Cosmos-Embed

Cosmos-Embed1 is a joint video-text embedder for text-to-video retrieval, video-to-video search, zero-shot/kNN classification, and semantic deduplication. The packaged CLI is cosmos-embed1 and supports train, evaluate, inference, and export.

Container image and per-action commands are in references/skill_info.yaml. Compact starting specs are in references/spec_template_*.yaml.

Train Action Policy

This model is AutoML-enabled at the model layer. Before handling any train-stage request, read references/skill_info.yaml and resolve the run override from either an explicit automl_policy value or the user's workflow request. Treat phrases like "turn off AutoML", "disable AutoML", "no HPO", or "plain training" as automl_policy: off for this run only; otherwise default to auto. When automl_policy: auto, automl_enabled: true, and both schemas/train.schema.json and references/spec_template_train.yaml are packaged, route the train action through tao-skill-bank:tao-run-automl by default with this model's skill_dir. Preserve workflow/application overrides for datasets, specs, output directories, GPU/platform settings, parent checkpoints, and automl_policy. Use direct model training only when automl_policy: off or the packaged train schema/template is missing; in the missing-schema case, report that AutoML is enabled but not runnable for this model until schemas are generated.
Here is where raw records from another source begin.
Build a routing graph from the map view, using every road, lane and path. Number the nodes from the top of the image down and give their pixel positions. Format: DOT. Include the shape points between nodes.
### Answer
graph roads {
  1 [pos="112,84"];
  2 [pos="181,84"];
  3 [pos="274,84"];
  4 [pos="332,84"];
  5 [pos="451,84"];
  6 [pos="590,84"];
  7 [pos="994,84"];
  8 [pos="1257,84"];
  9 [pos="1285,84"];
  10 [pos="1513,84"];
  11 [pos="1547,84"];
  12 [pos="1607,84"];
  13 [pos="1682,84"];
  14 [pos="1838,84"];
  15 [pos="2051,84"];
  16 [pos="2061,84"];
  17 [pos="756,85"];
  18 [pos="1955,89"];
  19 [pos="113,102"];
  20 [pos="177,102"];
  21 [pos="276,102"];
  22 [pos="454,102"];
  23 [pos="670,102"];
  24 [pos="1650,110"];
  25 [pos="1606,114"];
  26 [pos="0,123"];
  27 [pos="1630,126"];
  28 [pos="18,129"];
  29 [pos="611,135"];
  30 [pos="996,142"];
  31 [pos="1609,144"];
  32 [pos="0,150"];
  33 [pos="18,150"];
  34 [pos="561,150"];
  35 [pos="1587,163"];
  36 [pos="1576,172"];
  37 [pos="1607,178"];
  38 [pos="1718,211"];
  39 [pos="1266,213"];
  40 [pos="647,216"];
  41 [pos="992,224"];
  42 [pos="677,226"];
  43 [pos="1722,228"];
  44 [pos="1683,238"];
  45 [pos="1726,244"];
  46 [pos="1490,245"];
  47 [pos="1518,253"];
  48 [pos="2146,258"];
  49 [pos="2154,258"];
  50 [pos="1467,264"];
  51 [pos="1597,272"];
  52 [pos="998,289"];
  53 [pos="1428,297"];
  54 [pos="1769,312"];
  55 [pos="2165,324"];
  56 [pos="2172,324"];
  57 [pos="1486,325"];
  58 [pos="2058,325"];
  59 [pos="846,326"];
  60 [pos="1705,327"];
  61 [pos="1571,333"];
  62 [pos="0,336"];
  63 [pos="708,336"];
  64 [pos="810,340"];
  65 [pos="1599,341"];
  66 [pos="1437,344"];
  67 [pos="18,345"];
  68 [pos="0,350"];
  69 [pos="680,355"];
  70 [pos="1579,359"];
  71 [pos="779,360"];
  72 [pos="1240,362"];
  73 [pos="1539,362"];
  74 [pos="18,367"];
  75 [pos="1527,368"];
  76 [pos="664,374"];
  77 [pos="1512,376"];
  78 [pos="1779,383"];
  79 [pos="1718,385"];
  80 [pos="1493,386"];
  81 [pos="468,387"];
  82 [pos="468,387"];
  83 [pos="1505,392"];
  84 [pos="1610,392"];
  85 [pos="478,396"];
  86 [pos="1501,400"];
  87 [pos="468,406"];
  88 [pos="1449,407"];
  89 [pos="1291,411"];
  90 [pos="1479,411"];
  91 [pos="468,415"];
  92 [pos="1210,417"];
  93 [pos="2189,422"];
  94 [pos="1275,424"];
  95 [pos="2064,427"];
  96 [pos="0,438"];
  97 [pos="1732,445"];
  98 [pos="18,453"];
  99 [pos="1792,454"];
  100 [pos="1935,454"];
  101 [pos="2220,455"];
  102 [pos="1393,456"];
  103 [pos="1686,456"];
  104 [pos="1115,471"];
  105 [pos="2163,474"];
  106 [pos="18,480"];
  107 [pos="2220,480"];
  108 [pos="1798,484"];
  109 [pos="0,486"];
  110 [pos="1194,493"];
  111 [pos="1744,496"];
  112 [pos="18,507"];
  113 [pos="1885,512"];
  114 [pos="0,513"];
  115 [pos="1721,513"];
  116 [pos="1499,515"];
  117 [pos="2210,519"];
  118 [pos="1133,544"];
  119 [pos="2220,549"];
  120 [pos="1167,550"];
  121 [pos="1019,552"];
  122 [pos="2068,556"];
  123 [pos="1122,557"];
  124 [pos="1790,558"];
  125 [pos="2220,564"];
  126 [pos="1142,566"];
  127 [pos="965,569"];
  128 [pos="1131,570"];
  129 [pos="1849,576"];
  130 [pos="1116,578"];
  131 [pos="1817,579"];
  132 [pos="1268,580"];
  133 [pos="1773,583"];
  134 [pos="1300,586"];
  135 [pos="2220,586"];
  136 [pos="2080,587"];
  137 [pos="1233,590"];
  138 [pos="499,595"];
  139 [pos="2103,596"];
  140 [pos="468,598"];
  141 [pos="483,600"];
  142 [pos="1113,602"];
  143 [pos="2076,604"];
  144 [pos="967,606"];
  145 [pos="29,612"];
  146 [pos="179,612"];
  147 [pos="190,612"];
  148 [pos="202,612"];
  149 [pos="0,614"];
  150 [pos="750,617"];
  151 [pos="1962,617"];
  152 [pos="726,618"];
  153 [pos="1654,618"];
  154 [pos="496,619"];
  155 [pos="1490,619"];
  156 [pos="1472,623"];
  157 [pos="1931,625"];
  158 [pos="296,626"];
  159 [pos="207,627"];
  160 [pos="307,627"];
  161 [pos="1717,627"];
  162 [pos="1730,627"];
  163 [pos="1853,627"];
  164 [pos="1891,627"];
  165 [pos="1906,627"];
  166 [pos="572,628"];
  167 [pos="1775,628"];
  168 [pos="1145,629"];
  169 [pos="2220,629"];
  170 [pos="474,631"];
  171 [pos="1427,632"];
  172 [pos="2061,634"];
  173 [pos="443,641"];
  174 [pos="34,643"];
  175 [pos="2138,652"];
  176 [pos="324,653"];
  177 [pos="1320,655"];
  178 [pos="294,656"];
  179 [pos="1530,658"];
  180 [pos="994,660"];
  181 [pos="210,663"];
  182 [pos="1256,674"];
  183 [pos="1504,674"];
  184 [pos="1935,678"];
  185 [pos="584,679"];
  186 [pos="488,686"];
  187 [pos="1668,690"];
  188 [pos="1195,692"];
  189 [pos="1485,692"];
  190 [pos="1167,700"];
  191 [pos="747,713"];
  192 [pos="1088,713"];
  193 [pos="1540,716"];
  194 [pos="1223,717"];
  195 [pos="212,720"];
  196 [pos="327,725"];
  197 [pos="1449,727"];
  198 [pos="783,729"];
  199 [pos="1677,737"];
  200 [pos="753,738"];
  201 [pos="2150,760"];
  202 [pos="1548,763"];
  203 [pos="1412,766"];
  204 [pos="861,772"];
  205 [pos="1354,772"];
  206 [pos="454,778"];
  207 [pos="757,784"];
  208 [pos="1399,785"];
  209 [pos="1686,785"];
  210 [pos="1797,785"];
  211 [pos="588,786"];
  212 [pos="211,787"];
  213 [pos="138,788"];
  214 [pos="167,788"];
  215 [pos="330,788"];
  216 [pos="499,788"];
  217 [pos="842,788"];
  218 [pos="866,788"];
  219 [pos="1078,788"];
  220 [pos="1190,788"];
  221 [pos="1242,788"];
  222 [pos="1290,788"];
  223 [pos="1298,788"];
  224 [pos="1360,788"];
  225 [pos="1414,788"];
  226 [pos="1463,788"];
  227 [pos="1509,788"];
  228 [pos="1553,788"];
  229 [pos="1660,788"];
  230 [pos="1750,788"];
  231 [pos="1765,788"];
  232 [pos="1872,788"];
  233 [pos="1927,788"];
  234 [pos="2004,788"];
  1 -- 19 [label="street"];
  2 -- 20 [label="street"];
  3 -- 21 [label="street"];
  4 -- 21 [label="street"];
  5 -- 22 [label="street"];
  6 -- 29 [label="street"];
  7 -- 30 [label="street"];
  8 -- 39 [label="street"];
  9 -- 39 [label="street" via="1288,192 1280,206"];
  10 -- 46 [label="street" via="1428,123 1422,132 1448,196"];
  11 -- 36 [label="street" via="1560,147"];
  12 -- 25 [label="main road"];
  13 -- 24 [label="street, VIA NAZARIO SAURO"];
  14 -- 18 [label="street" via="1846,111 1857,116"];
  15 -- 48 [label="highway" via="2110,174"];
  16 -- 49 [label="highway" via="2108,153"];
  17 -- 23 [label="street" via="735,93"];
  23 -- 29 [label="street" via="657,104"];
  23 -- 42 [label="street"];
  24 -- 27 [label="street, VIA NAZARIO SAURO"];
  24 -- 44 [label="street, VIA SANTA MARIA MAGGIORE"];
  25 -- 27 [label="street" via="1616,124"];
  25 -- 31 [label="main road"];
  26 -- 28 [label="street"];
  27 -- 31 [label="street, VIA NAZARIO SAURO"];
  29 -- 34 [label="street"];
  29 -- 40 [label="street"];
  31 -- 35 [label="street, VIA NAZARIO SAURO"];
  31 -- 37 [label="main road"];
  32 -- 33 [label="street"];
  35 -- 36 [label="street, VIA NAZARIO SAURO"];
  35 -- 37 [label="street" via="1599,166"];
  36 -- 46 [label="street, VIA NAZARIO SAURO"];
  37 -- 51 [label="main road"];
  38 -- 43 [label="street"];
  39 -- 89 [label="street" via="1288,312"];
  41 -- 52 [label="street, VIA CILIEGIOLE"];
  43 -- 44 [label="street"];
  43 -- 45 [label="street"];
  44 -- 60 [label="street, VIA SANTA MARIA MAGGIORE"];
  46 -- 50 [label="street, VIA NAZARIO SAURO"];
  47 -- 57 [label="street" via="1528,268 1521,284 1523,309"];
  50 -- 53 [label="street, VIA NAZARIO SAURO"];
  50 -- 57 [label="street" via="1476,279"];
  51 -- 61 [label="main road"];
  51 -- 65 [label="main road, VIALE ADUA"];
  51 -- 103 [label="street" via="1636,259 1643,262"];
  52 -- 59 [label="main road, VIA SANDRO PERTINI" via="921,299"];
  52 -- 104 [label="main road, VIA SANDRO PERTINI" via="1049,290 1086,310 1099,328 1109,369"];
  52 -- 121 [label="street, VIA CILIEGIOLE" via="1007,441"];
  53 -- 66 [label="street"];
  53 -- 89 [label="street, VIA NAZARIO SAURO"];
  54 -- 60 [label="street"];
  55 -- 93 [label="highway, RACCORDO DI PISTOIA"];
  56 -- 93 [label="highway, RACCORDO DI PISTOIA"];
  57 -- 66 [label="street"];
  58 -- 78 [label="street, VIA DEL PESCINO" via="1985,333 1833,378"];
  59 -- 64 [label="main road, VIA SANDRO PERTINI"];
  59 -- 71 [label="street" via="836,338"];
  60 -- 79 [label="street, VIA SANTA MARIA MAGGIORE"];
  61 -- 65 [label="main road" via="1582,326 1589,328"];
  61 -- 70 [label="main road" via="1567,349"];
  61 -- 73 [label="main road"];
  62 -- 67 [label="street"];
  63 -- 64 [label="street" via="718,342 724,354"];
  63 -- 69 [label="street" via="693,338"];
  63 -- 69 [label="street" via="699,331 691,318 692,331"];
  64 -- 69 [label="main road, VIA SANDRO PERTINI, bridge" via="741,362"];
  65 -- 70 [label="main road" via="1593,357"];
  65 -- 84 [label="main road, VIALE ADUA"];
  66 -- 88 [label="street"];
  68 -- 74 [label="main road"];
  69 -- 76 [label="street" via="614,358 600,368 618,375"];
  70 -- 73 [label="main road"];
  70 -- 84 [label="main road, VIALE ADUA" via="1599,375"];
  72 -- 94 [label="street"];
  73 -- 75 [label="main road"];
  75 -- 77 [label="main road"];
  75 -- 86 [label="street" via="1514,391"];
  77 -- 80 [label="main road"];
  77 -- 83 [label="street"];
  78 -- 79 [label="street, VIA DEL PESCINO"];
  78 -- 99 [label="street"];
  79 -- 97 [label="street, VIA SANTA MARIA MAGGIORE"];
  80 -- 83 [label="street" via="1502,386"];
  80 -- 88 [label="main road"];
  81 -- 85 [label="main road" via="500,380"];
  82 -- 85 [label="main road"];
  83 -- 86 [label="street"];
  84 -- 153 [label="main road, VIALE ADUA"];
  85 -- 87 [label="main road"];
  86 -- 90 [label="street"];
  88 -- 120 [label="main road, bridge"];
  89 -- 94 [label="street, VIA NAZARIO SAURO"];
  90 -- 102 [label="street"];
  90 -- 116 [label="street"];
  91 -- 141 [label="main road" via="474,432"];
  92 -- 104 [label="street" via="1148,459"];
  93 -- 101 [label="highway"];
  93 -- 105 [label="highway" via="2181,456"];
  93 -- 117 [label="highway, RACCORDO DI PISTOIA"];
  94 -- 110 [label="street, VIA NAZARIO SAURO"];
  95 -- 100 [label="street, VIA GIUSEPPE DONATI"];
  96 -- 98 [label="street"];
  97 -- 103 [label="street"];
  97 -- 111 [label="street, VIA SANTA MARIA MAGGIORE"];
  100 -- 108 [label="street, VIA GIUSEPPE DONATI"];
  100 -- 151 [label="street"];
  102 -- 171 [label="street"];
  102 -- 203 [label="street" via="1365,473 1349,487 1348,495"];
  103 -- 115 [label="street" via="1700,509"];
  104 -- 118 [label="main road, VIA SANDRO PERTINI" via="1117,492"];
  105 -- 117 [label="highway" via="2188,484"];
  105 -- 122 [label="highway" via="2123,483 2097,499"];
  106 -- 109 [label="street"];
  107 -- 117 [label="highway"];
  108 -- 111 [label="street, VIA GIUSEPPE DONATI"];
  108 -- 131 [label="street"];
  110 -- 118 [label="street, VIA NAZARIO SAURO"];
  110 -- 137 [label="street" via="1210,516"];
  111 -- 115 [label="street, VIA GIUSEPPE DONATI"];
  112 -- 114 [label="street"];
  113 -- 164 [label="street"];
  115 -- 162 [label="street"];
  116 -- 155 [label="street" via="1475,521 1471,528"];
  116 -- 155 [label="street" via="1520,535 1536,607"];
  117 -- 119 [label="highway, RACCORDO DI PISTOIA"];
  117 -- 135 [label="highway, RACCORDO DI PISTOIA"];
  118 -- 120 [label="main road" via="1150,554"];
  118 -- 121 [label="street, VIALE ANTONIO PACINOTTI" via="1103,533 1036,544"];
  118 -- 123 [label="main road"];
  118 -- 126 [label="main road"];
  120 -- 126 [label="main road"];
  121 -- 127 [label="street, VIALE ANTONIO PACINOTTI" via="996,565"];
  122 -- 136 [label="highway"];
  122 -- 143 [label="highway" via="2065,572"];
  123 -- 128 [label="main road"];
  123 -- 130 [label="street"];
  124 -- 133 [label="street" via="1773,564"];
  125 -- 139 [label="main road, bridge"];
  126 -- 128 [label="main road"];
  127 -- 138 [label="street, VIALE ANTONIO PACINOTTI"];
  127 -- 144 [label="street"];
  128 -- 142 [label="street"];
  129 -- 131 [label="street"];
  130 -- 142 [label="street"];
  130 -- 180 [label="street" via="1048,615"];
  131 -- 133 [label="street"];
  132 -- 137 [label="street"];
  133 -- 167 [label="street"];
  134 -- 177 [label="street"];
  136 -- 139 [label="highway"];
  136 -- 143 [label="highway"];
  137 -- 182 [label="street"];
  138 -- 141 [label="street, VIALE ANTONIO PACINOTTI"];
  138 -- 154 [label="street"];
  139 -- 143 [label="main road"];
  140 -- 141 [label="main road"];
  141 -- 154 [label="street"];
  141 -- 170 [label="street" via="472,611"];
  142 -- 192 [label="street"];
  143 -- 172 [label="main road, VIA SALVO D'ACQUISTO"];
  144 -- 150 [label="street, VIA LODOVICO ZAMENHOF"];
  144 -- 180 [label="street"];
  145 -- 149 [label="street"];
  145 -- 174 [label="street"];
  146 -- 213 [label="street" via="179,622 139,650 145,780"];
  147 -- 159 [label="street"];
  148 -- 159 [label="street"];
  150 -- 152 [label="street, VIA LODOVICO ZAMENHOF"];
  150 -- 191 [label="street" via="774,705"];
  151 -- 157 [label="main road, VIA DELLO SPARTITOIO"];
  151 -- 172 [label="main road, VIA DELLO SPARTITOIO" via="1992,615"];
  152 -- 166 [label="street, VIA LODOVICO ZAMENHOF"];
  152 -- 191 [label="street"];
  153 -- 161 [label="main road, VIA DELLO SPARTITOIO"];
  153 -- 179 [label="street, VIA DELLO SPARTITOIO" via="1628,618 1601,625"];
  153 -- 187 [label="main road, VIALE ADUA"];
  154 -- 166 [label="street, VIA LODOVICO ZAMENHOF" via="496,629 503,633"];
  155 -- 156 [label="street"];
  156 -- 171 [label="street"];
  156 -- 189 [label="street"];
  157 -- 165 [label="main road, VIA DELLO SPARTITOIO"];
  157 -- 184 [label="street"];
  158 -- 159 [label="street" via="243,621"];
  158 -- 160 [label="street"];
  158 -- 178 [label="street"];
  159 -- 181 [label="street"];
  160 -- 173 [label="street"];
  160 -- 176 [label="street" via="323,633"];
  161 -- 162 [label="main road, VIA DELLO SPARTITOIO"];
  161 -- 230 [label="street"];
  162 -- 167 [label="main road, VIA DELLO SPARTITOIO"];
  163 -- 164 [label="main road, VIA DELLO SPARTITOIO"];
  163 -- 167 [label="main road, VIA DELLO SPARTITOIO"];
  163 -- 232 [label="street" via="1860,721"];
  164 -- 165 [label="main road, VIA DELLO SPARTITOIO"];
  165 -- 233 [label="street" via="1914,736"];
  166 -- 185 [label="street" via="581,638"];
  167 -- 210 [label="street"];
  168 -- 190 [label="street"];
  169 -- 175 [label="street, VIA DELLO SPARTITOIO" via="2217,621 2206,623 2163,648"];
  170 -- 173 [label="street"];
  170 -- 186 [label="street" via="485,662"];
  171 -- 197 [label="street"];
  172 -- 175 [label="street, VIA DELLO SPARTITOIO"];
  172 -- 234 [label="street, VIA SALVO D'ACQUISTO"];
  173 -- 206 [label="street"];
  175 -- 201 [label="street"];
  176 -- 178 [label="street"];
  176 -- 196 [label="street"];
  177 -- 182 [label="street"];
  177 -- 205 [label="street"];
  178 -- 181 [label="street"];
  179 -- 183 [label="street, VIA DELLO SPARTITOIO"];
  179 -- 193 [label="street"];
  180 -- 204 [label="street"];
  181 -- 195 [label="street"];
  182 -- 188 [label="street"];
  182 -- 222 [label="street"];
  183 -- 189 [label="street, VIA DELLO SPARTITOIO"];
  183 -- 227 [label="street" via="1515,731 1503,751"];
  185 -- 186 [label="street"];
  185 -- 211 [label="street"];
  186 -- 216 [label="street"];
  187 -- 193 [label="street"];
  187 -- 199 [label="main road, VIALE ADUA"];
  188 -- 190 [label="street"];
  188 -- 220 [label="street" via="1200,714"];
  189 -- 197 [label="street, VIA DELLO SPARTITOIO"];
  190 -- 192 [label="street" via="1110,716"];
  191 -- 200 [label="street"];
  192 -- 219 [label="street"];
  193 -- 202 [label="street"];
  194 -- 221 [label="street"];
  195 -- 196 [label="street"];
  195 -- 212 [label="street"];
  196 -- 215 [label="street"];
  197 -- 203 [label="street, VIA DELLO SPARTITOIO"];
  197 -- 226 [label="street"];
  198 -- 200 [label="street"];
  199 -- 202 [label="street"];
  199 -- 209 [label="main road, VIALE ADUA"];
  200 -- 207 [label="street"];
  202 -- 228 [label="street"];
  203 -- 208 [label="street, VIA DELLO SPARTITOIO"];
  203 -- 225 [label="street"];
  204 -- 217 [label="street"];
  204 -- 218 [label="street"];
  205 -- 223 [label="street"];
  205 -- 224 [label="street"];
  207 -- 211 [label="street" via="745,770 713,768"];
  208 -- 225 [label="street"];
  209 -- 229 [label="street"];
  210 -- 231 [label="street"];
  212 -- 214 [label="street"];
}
Non-train actions such as evaluate, inference, export, and deploy flows stay in this model skill. The per-run automl_policy override does not change model metadata.

Quick Start

Use the published Cosmos-Embed container declared by references/skill_info.yaml and resolved through versions.yaml. Do not build from the private Cosmos-Embed1 source tree for normal skill use; build from source only when developing the container itself.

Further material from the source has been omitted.